Stored items
■ ■ ■ ■ ■ ■ ■

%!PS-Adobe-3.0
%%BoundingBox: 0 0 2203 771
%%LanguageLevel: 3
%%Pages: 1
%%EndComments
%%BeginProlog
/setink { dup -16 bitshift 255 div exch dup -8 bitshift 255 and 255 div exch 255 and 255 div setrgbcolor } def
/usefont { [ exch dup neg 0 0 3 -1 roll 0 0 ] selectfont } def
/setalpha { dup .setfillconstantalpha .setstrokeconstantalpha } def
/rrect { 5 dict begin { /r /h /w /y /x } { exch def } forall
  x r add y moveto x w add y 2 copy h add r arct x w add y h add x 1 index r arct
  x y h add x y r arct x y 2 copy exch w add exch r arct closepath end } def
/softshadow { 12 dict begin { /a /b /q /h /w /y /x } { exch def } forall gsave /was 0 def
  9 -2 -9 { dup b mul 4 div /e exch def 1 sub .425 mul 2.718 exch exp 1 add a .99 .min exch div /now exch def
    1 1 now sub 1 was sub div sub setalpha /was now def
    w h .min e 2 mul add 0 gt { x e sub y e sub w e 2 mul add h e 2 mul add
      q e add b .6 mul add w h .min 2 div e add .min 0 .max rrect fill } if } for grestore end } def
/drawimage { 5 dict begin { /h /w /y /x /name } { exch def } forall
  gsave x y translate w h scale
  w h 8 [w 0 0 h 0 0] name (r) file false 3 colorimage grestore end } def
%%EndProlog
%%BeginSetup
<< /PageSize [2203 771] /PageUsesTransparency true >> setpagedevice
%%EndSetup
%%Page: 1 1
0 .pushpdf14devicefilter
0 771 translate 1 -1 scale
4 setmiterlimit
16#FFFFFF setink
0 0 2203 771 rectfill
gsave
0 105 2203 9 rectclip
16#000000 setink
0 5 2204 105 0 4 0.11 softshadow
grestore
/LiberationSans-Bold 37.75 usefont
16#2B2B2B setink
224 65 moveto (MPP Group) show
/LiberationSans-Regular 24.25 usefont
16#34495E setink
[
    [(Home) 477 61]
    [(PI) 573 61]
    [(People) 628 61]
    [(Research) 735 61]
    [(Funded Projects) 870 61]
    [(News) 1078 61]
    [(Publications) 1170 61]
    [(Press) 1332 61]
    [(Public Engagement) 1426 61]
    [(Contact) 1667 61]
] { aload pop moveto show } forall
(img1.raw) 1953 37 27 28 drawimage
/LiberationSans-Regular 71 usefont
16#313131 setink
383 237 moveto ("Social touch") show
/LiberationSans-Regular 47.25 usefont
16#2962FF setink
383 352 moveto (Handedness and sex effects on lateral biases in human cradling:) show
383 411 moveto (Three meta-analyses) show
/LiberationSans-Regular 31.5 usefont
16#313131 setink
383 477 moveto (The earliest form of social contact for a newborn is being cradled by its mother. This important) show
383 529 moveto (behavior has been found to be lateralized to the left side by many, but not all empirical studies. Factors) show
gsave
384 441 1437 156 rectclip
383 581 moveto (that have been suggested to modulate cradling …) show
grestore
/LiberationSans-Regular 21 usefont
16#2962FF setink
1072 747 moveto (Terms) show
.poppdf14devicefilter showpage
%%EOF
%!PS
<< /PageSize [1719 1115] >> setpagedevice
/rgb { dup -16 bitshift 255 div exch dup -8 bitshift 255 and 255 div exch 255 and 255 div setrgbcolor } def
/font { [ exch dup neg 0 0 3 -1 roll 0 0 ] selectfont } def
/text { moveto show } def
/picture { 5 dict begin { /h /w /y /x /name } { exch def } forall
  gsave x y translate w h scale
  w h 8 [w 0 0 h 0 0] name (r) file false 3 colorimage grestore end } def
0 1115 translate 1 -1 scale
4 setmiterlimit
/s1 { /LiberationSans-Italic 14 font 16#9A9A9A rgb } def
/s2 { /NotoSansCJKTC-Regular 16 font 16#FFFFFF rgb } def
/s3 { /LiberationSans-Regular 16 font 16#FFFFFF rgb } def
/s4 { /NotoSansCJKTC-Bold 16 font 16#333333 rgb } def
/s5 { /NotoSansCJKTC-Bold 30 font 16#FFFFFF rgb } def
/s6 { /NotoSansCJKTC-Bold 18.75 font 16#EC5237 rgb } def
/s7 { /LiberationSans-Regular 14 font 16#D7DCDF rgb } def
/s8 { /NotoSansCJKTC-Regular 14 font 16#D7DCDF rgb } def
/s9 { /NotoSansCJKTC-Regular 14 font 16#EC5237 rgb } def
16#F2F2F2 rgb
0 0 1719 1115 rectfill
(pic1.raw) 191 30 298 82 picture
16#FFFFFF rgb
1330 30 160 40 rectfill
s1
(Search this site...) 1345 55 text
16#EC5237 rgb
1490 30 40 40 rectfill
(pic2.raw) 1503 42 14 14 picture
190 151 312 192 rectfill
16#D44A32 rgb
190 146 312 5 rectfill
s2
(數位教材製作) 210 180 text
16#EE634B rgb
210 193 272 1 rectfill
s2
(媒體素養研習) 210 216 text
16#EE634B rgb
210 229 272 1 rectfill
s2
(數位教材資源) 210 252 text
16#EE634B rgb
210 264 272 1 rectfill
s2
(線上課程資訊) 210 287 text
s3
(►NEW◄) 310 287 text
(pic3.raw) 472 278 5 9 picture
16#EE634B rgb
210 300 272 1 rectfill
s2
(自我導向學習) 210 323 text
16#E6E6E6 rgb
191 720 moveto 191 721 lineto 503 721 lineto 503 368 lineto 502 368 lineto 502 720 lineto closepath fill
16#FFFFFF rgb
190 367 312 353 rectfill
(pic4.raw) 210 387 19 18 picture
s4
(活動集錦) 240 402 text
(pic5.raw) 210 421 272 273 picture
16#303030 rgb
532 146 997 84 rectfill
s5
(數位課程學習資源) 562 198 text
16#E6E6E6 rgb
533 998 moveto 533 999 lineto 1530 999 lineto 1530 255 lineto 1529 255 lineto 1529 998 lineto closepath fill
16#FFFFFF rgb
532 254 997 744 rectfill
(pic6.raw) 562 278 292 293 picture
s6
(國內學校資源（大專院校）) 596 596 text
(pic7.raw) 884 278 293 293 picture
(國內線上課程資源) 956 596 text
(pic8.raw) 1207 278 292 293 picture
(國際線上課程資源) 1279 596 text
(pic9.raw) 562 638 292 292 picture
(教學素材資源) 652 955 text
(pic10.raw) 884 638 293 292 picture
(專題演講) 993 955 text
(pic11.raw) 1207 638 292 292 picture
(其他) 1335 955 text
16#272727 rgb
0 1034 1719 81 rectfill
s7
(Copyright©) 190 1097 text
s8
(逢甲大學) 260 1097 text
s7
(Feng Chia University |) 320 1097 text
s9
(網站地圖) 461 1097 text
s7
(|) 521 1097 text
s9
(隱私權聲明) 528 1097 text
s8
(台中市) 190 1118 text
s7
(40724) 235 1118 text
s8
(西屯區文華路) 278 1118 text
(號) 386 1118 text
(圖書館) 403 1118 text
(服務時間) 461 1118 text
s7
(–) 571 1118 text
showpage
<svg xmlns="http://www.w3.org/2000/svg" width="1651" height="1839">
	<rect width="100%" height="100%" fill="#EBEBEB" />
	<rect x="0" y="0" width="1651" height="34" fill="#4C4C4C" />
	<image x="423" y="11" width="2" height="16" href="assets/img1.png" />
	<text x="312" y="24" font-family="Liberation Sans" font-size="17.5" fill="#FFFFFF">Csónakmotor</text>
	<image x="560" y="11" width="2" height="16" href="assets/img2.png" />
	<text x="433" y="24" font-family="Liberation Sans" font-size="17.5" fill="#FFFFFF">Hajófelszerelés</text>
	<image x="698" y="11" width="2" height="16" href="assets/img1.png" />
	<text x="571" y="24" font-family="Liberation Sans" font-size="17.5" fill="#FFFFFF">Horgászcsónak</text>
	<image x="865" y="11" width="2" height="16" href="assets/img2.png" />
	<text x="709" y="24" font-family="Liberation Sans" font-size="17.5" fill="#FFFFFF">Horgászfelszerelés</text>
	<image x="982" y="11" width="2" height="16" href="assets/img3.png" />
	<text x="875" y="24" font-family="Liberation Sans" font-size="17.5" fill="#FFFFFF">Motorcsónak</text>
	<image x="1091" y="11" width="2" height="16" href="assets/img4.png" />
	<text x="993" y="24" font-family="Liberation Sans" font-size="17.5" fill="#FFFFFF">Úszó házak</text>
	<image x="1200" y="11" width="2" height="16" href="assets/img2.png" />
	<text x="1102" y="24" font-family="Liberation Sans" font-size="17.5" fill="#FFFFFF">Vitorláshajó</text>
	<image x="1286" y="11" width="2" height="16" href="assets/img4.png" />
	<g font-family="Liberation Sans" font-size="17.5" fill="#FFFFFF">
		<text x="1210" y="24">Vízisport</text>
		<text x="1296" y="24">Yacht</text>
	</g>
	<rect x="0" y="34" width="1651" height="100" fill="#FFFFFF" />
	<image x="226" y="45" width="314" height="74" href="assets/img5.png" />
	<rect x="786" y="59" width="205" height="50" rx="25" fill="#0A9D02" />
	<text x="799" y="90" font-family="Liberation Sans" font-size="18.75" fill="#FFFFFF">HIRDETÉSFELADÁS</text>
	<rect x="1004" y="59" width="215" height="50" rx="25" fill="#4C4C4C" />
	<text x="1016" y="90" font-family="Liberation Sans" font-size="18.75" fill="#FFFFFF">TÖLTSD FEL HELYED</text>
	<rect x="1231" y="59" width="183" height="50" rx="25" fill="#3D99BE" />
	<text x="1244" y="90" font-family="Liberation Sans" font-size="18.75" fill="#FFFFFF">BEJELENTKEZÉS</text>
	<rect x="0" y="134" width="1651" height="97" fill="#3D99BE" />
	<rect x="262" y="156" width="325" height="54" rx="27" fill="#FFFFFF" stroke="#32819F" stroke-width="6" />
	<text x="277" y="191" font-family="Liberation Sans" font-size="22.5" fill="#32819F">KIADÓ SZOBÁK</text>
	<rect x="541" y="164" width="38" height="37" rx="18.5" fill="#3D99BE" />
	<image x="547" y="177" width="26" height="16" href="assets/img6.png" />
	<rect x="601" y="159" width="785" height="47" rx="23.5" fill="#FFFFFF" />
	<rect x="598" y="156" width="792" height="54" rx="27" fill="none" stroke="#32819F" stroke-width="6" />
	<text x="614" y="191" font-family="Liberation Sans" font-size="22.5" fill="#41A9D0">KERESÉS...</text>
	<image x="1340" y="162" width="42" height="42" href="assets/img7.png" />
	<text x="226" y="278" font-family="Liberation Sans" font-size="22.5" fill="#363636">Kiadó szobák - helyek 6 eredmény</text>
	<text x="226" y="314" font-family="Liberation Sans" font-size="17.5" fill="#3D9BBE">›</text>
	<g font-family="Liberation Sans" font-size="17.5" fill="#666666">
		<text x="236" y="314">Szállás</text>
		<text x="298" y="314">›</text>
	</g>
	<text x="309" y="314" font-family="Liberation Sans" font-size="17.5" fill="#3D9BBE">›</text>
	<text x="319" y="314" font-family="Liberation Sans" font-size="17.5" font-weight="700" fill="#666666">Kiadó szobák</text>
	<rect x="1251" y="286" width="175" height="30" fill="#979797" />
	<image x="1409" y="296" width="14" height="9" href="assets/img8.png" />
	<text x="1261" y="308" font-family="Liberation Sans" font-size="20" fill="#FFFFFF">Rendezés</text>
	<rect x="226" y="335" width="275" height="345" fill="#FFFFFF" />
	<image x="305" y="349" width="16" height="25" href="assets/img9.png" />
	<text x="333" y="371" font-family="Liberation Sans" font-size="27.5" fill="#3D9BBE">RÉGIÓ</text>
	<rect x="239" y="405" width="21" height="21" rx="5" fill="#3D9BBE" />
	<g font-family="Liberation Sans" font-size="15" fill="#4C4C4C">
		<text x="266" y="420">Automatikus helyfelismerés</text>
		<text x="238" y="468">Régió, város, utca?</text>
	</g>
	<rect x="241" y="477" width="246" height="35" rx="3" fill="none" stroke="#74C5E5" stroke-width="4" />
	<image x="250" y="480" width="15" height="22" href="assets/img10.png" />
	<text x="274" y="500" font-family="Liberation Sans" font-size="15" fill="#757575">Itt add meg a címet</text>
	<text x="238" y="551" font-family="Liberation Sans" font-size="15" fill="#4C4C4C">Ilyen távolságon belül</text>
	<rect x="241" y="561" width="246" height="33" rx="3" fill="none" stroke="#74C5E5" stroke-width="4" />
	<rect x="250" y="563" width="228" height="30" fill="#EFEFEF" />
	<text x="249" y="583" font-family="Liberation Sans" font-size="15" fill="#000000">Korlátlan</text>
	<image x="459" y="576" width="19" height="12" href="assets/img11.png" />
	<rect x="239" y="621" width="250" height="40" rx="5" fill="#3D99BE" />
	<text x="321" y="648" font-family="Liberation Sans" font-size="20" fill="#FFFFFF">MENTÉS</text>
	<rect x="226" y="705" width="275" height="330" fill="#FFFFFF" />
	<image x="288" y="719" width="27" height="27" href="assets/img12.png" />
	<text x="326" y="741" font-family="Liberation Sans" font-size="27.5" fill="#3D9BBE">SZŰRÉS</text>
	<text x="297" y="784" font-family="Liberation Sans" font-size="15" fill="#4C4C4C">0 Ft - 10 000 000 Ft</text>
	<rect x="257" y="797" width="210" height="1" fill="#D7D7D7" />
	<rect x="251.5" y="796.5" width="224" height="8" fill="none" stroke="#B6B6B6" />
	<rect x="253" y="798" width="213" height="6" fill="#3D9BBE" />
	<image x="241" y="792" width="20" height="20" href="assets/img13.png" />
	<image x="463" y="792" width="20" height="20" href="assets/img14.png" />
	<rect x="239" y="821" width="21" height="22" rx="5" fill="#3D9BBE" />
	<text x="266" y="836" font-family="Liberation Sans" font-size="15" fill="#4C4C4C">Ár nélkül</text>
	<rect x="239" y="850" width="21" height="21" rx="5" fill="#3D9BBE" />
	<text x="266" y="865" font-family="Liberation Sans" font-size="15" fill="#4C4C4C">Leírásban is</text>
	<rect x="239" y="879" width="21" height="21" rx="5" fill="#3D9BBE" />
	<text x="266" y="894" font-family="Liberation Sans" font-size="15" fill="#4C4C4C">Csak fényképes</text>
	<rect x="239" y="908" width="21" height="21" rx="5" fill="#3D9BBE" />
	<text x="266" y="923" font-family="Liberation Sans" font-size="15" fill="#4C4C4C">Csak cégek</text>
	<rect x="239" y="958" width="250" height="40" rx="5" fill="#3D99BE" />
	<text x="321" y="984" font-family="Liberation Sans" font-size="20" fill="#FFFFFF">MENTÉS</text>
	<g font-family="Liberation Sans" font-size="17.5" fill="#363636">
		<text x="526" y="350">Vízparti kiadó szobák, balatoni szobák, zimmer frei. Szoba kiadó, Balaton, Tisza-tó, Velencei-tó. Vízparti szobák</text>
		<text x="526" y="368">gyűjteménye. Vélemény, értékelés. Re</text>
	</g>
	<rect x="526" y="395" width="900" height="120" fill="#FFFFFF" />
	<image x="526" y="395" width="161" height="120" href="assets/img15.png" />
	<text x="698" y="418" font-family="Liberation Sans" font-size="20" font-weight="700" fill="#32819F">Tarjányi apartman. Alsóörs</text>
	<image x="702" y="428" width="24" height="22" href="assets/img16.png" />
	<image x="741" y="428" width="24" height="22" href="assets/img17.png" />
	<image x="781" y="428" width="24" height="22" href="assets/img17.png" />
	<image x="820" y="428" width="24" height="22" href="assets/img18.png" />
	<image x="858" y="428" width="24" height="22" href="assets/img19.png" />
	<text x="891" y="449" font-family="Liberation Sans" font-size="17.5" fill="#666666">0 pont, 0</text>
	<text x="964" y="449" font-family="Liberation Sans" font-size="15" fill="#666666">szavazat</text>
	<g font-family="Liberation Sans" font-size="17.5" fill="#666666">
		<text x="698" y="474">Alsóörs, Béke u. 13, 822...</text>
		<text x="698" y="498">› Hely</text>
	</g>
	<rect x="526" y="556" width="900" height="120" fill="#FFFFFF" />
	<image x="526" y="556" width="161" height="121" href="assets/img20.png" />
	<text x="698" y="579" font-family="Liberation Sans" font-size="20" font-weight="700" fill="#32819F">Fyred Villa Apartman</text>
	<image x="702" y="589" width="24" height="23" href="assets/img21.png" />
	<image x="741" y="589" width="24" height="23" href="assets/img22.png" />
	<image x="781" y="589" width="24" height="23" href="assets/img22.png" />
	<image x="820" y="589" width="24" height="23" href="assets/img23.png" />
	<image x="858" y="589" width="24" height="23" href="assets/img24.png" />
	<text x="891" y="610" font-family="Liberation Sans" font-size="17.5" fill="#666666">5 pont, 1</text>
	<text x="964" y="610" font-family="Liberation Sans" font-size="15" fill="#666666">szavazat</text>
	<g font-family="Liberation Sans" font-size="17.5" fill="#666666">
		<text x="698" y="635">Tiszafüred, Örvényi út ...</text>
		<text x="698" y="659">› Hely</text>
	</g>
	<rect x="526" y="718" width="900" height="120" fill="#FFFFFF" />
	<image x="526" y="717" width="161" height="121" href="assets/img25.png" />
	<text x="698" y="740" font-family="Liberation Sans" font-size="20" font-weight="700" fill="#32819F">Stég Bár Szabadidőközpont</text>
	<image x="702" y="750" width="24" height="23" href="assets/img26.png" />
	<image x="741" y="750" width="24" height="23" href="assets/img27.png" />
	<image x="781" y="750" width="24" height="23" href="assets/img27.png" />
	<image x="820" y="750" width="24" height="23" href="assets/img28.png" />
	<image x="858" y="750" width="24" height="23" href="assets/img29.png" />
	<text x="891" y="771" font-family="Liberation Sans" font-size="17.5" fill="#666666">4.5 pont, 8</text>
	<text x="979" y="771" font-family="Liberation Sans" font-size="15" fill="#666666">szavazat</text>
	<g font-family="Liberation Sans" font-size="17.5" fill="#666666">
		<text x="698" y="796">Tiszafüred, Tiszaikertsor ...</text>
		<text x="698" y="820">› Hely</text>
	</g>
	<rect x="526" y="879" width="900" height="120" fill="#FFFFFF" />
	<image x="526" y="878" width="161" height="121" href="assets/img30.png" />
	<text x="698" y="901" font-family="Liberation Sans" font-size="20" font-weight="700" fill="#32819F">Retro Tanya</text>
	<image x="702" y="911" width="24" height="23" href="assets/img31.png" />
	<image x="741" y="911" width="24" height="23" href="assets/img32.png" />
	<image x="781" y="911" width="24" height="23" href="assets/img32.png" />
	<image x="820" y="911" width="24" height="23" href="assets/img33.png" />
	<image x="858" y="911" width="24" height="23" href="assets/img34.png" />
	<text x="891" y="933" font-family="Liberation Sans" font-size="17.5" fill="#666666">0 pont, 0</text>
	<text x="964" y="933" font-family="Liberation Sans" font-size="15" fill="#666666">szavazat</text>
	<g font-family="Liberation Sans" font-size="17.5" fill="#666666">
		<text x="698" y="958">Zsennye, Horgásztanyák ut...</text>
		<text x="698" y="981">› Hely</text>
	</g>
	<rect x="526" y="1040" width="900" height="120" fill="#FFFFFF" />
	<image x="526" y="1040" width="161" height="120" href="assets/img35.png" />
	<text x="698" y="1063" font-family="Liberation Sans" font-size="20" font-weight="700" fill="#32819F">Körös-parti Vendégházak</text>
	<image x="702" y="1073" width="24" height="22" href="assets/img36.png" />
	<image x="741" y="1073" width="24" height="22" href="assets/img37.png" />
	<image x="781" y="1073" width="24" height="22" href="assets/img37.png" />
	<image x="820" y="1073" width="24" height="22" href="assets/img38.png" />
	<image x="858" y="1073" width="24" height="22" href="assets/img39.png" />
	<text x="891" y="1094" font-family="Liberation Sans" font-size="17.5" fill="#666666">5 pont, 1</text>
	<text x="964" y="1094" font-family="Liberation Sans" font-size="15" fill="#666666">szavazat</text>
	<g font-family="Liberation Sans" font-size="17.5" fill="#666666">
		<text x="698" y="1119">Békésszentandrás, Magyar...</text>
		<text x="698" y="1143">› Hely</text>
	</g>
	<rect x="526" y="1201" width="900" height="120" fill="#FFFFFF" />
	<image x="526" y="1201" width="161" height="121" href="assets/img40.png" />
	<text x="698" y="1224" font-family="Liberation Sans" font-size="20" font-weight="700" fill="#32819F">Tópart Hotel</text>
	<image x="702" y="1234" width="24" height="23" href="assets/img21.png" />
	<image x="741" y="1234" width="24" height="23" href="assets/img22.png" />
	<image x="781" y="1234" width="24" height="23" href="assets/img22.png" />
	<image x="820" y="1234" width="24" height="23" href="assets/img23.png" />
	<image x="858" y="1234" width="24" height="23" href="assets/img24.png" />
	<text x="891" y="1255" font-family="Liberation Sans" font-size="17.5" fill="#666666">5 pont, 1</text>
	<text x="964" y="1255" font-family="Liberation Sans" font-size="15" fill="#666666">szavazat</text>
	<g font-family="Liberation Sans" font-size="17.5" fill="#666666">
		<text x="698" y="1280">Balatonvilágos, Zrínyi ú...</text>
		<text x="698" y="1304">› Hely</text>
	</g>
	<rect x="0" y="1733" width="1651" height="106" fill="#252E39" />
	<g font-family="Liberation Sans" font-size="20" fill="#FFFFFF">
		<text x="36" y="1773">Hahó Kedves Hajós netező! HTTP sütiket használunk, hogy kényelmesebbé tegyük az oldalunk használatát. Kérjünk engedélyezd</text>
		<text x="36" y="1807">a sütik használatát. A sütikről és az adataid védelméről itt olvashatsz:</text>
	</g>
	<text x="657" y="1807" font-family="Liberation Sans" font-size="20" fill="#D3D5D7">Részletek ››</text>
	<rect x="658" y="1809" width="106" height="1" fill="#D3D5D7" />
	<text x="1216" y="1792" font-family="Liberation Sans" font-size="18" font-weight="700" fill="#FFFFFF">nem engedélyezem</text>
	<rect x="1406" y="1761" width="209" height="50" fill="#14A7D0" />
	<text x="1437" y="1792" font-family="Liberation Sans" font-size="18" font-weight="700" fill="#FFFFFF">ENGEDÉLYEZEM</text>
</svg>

■ ■ ■ ■ ■ ■ ■

» YOUR ASSIGNMENT
How many lines in the records contain the string "name"? Give the number by itself.

» WRITTEN SOLUTION
4